### What to do
Pick out the lines below that contain the string "Left" and copy them all.

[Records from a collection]
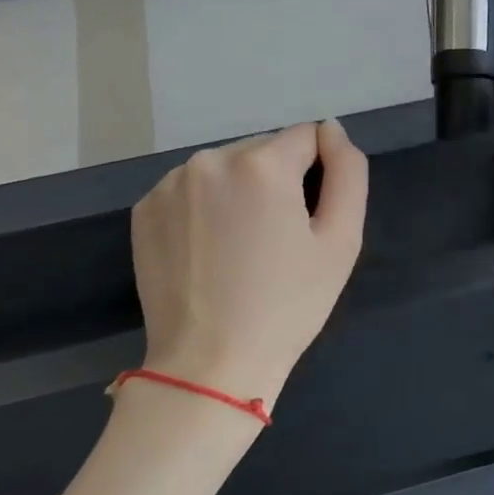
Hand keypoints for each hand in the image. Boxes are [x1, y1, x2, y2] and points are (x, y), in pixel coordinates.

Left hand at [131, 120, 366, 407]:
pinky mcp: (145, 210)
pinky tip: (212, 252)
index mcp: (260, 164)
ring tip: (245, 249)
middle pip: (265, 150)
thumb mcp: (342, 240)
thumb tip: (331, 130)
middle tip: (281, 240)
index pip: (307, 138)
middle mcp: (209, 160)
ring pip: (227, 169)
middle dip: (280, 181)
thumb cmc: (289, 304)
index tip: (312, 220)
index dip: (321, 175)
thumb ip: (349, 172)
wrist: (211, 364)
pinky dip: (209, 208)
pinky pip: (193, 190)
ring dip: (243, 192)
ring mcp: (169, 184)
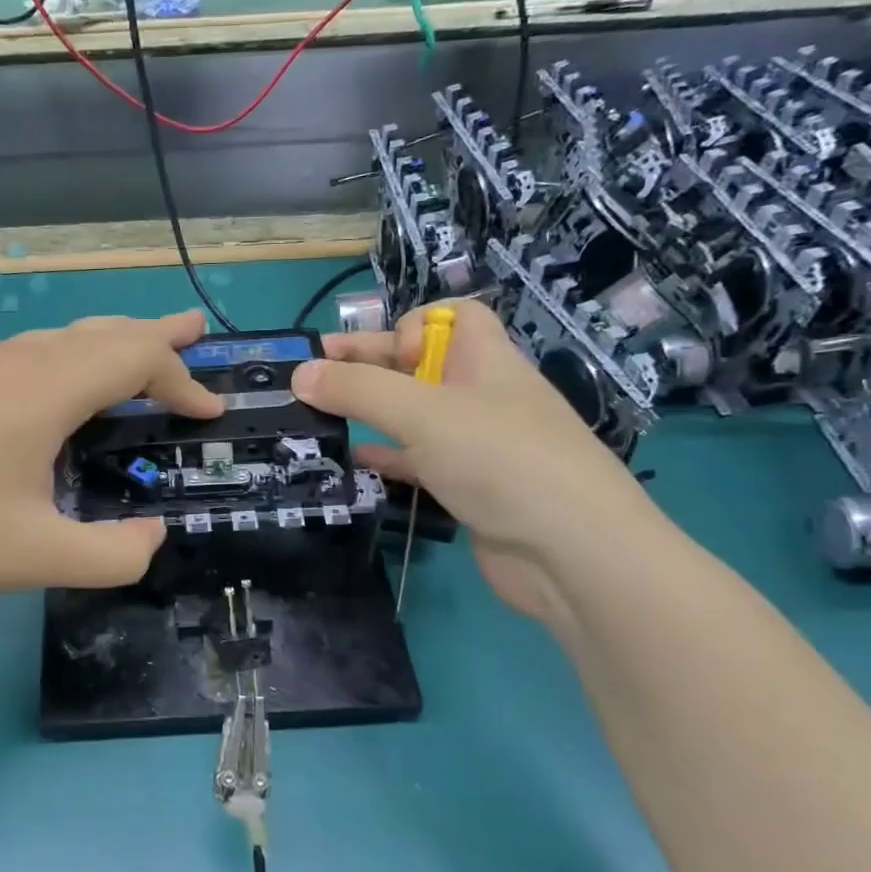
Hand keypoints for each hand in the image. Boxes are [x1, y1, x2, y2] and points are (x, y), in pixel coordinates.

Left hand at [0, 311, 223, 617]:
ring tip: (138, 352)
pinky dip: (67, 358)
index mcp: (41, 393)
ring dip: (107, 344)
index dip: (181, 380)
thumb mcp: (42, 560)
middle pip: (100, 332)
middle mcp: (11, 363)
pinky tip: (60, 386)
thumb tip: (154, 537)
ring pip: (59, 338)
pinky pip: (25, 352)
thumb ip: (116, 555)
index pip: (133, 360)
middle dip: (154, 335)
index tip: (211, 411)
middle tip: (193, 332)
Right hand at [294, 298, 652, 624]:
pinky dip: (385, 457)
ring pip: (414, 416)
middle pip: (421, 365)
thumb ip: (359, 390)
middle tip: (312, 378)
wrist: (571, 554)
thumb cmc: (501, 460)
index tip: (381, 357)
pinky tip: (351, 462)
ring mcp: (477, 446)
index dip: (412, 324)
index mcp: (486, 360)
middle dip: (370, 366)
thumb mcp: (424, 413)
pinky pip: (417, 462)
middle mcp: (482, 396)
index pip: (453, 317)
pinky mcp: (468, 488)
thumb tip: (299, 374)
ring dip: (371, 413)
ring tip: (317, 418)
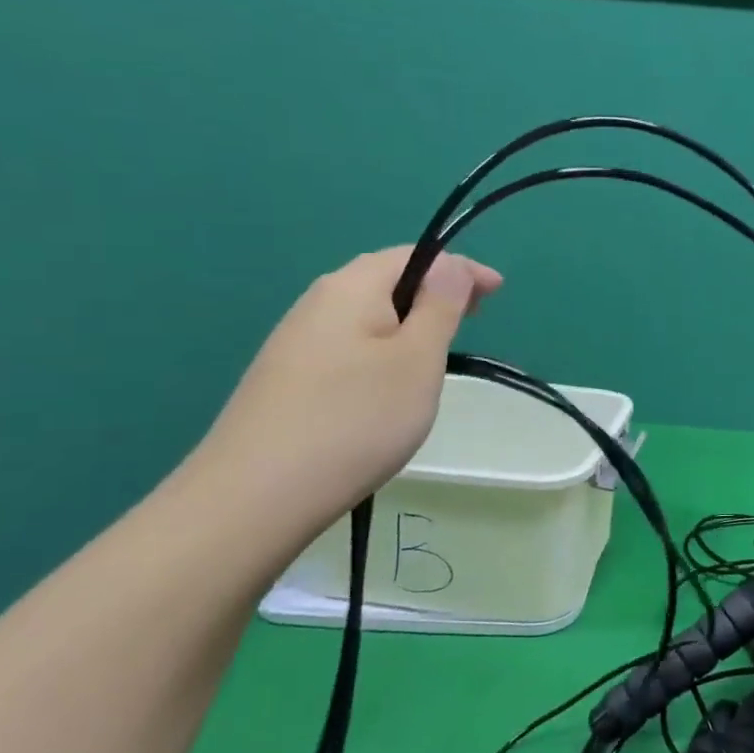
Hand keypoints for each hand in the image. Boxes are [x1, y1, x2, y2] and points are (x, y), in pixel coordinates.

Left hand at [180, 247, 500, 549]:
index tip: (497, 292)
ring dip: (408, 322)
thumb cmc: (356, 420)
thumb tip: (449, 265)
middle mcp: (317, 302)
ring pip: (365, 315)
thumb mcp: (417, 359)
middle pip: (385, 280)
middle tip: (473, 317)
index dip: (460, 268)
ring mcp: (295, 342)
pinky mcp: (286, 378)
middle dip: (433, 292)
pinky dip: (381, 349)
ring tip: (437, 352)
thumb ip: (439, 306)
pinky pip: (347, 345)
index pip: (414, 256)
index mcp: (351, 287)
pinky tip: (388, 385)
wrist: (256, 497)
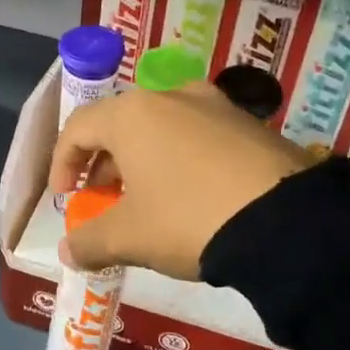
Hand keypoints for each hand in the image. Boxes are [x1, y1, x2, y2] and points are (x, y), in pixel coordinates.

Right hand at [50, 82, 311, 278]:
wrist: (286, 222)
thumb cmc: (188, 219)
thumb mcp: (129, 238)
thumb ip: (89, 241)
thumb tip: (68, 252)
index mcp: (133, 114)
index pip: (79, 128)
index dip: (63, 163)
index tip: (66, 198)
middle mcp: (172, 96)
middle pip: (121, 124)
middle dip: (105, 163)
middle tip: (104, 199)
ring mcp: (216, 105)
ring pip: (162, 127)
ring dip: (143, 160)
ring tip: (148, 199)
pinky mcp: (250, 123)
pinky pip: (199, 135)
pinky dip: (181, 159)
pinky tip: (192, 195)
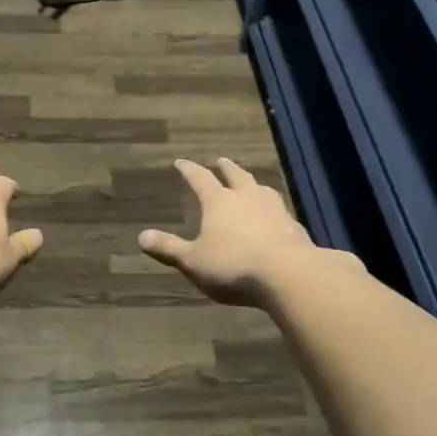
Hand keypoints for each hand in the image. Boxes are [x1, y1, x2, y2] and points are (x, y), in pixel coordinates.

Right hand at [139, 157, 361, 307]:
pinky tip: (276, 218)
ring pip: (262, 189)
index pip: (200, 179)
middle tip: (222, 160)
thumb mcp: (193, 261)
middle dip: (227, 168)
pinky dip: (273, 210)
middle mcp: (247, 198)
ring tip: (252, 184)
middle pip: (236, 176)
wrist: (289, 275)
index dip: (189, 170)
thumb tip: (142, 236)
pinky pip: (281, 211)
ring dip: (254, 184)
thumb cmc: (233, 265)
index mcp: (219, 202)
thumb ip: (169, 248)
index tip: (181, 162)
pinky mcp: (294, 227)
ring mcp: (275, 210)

* * *

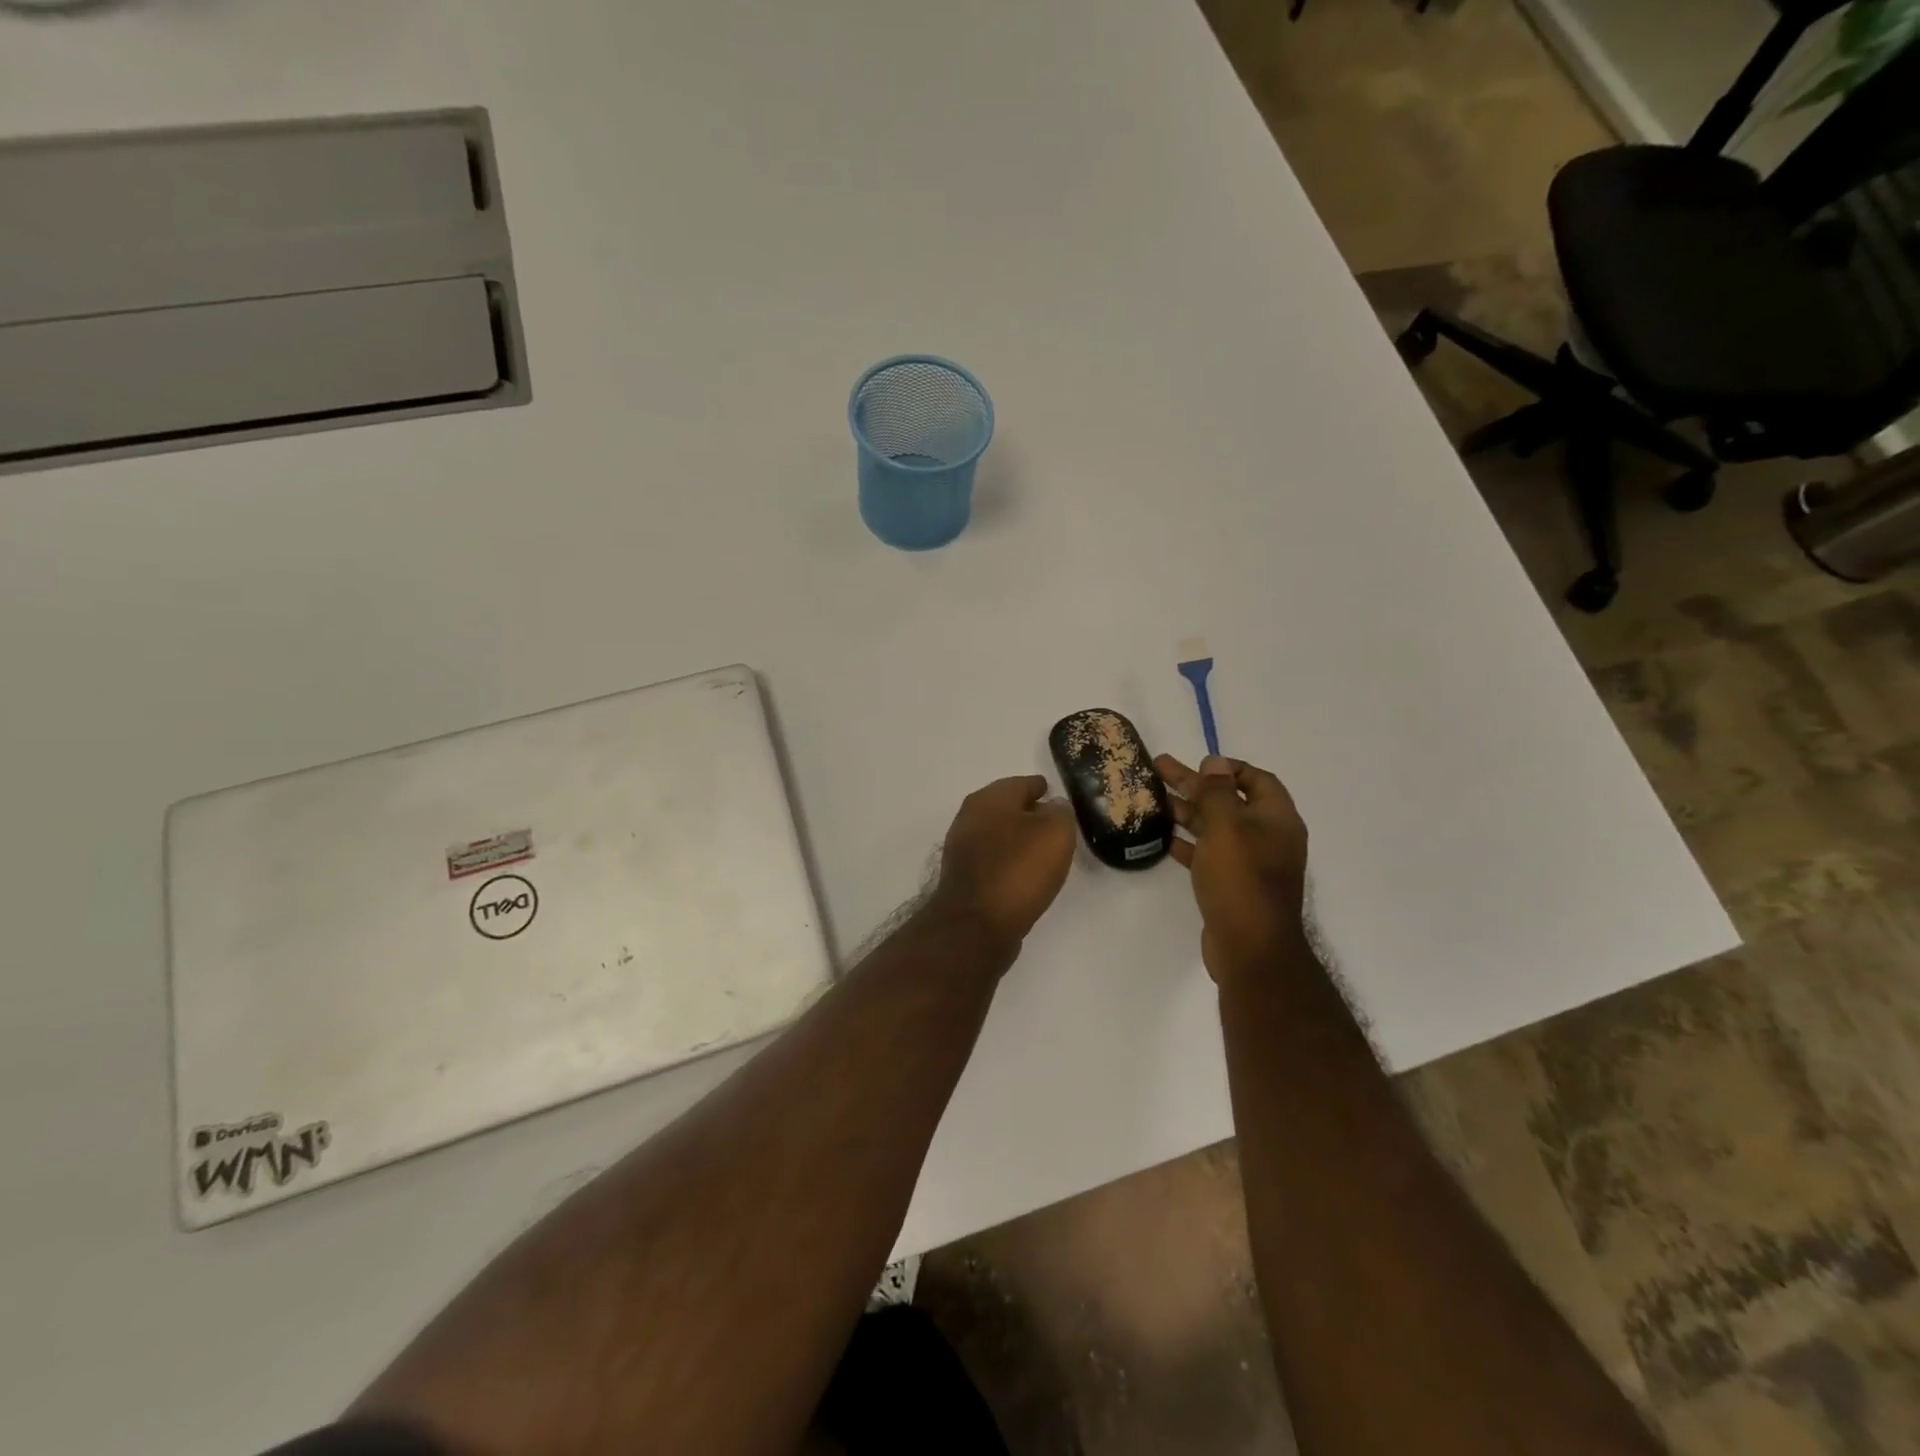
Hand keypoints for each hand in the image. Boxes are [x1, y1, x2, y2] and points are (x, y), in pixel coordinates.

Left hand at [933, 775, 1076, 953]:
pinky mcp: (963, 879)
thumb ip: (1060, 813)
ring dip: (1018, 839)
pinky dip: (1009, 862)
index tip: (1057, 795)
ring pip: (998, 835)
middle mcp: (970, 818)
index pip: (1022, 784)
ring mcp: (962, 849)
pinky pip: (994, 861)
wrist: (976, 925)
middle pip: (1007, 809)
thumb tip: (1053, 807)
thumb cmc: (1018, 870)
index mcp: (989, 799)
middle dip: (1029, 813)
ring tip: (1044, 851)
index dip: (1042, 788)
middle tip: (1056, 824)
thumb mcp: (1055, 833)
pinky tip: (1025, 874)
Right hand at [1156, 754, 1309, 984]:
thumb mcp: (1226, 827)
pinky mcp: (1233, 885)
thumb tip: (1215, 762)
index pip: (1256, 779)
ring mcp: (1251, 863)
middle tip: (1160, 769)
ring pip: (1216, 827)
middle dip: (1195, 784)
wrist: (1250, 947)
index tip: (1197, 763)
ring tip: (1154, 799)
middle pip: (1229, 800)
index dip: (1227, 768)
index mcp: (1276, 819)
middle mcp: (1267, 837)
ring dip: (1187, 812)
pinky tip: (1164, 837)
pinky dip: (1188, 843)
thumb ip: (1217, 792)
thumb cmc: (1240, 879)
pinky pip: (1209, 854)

* * *

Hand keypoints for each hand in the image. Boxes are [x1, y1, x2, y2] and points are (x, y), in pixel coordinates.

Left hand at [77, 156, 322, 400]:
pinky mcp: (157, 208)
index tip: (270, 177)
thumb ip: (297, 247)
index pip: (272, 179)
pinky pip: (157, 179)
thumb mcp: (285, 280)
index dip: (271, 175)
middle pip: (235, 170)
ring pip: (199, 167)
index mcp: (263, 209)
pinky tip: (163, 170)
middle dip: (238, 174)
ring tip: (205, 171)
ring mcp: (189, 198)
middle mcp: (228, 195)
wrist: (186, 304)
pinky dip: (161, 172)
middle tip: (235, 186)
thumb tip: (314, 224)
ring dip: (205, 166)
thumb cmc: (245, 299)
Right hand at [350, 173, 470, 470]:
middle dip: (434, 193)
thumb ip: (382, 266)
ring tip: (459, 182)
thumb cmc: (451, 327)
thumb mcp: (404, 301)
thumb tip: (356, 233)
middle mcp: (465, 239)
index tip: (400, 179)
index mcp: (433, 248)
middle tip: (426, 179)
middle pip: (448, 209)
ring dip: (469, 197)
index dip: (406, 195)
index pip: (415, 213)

### Result for this task
Left hand at [131, 120, 366, 407]:
Left hand at [0, 311, 223, 617]:
Left hand at [180, 247, 500, 549]:
Left hand at [933, 775, 1076, 953]:
Left hand at [77, 156, 322, 400]:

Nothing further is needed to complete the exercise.